## HOW TO COMPLETE THIS TASK
Everything in the records must be restated exactly, apart from the pictures.

## STUDY MATERIAL
________________
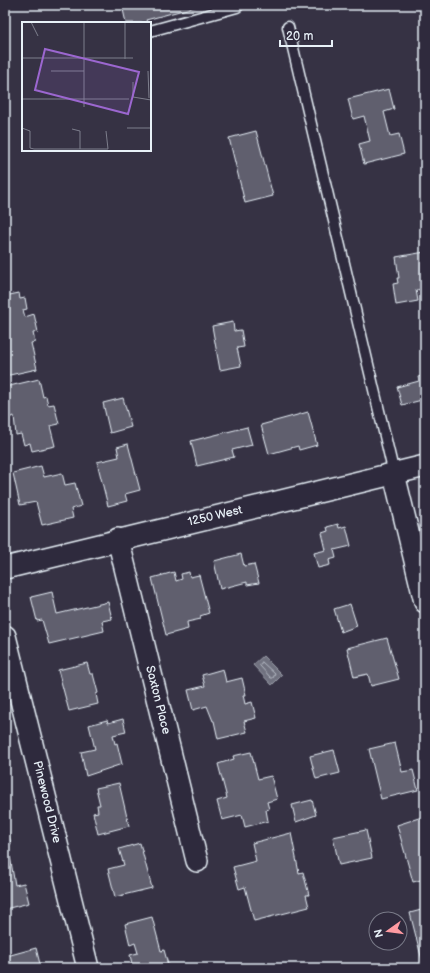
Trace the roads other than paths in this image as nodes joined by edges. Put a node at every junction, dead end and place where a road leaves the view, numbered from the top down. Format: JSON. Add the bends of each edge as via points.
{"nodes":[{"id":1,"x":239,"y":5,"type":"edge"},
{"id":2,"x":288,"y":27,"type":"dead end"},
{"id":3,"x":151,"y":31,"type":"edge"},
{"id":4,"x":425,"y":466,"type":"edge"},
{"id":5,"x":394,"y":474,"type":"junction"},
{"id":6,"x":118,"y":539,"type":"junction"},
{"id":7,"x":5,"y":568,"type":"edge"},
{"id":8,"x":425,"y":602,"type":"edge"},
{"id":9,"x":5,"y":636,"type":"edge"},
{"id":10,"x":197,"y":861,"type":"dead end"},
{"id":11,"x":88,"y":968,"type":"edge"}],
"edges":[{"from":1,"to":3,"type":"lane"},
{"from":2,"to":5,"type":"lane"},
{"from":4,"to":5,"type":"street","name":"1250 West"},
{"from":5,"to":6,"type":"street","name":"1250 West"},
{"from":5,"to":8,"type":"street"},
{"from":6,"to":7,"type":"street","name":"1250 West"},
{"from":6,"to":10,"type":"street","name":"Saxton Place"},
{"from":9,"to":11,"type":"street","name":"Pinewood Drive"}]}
________________
## EXERCISE OUTPUT
Trace the roads other than paths in this image as nodes joined by edges. Put a node at every junction, dead end and place where a road leaves the view, numbered from the top down. Format: JSON. Add the bends of each edge as via points.
{"nodes":[{"id":1,"x":239,"y":5,"type":"edge"},
{"id":2,"x":288,"y":27,"type":"dead end"},
{"id":3,"x":151,"y":31,"type":"edge"},
{"id":4,"x":425,"y":466,"type":"edge"},
{"id":5,"x":394,"y":474,"type":"junction"},
{"id":6,"x":118,"y":539,"type":"junction"},
{"id":7,"x":5,"y":568,"type":"edge"},
{"id":8,"x":425,"y":602,"type":"edge"},
{"id":9,"x":5,"y":636,"type":"edge"},
{"id":10,"x":197,"y":861,"type":"dead end"},
{"id":11,"x":88,"y":968,"type":"edge"}],
"edges":[{"from":1,"to":3,"type":"lane"},
{"from":2,"to":5,"type":"lane"},
{"from":4,"to":5,"type":"street","name":"1250 West"},
{"from":5,"to":6,"type":"street","name":"1250 West"},
{"from":5,"to":8,"type":"street"},
{"from":6,"to":7,"type":"street","name":"1250 West"},
{"from":6,"to":10,"type":"street","name":"Saxton Place"},
{"from":9,"to":11,"type":"street","name":"Pinewood Drive"}]}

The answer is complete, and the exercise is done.